MATERIAL PROVIDED
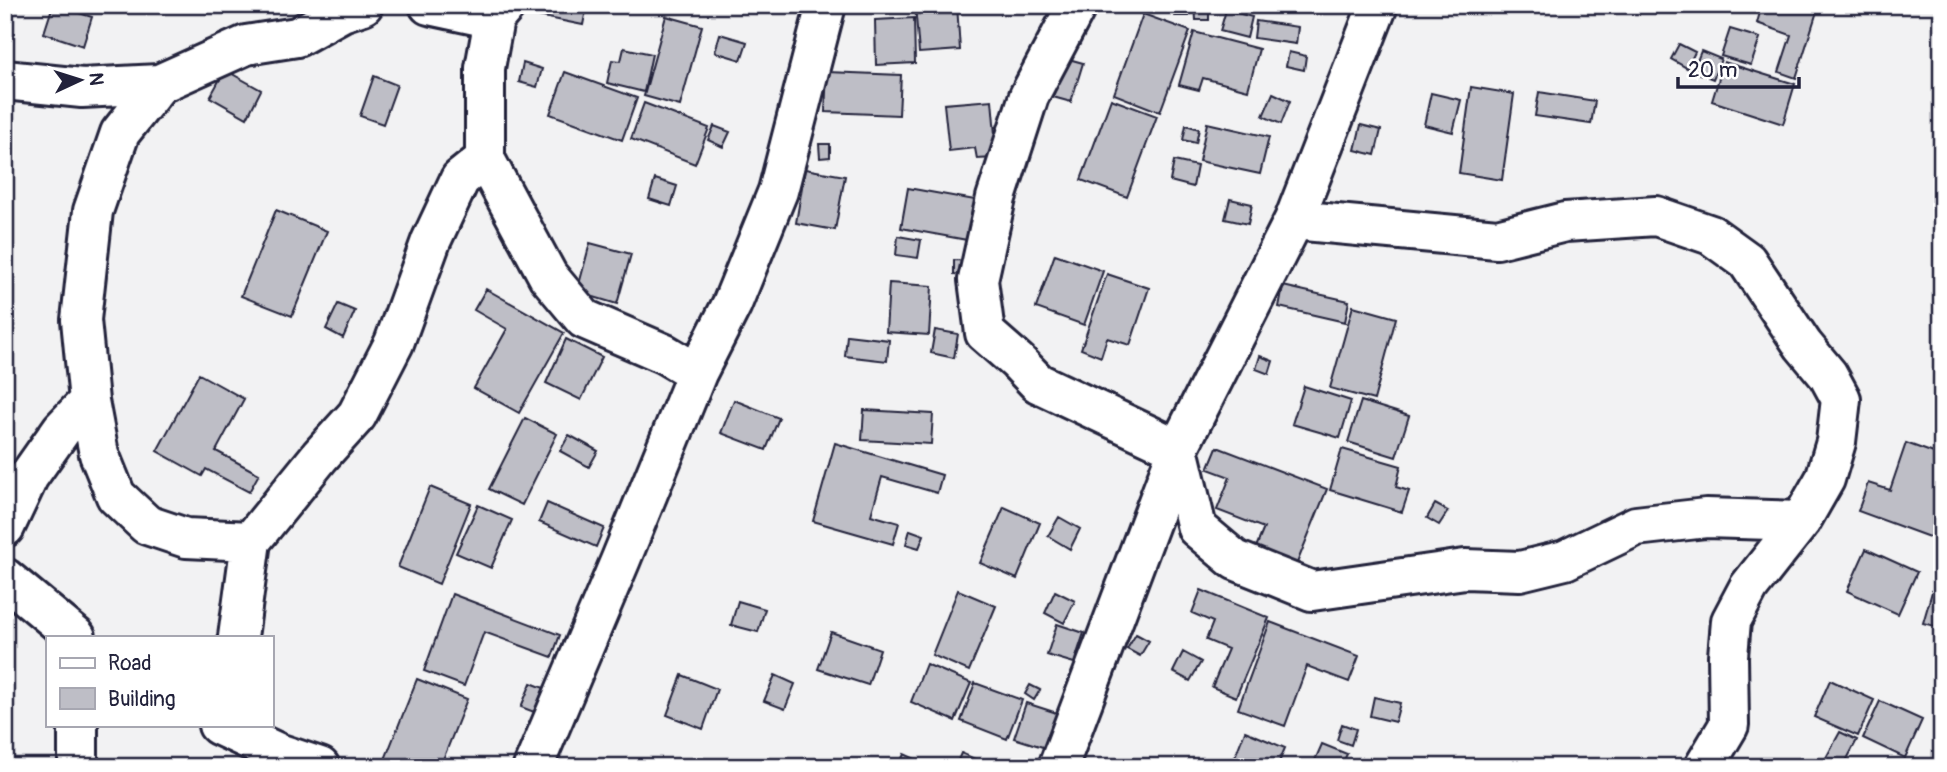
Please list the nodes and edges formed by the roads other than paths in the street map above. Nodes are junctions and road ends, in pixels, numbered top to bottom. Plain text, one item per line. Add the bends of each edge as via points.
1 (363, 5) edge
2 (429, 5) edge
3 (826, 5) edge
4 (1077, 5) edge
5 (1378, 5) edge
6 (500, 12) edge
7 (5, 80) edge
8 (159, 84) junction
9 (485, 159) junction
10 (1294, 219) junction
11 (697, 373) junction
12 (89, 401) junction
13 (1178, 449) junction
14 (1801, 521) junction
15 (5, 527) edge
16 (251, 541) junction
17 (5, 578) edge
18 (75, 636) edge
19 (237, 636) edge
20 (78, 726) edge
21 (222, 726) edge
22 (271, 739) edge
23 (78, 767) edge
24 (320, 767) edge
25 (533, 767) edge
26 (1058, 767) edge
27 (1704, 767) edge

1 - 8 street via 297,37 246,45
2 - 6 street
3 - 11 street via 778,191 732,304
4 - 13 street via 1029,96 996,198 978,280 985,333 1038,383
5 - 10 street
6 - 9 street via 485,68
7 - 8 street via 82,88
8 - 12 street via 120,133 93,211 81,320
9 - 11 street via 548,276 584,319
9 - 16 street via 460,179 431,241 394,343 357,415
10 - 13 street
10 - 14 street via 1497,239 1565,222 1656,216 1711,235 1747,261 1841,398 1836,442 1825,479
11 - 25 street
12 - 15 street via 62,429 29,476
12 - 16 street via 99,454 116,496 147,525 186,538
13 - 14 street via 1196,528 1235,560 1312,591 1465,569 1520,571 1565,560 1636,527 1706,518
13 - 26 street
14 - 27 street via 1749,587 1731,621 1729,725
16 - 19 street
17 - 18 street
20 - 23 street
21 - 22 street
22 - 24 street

REQUIREMENT
Could you set down the records above word for word, without any of the pictures?

WRITTEN ANSWER
Please list the nodes and edges formed by the roads other than paths in the street map above. Nodes are junctions and road ends, in pixels, numbered top to bottom. Plain text, one item per line. Add the bends of each edge as via points.
1 (363, 5) edge
2 (429, 5) edge
3 (826, 5) edge
4 (1077, 5) edge
5 (1378, 5) edge
6 (500, 12) edge
7 (5, 80) edge
8 (159, 84) junction
9 (485, 159) junction
10 (1294, 219) junction
11 (697, 373) junction
12 (89, 401) junction
13 (1178, 449) junction
14 (1801, 521) junction
15 (5, 527) edge
16 (251, 541) junction
17 (5, 578) edge
18 (75, 636) edge
19 (237, 636) edge
20 (78, 726) edge
21 (222, 726) edge
22 (271, 739) edge
23 (78, 767) edge
24 (320, 767) edge
25 (533, 767) edge
26 (1058, 767) edge
27 (1704, 767) edge

1 - 8 street via 297,37 246,45
2 - 6 street
3 - 11 street via 778,191 732,304
4 - 13 street via 1029,96 996,198 978,280 985,333 1038,383
5 - 10 street
6 - 9 street via 485,68
7 - 8 street via 82,88
8 - 12 street via 120,133 93,211 81,320
9 - 11 street via 548,276 584,319
9 - 16 street via 460,179 431,241 394,343 357,415
10 - 13 street
10 - 14 street via 1497,239 1565,222 1656,216 1711,235 1747,261 1841,398 1836,442 1825,479
11 - 25 street
12 - 15 street via 62,429 29,476
12 - 16 street via 99,454 116,496 147,525 186,538
13 - 14 street via 1196,528 1235,560 1312,591 1465,569 1520,571 1565,560 1636,527 1706,518
13 - 26 street
14 - 27 street via 1749,587 1731,621 1729,725
16 - 19 street
17 - 18 street
20 - 23 street
21 - 22 street
22 - 24 street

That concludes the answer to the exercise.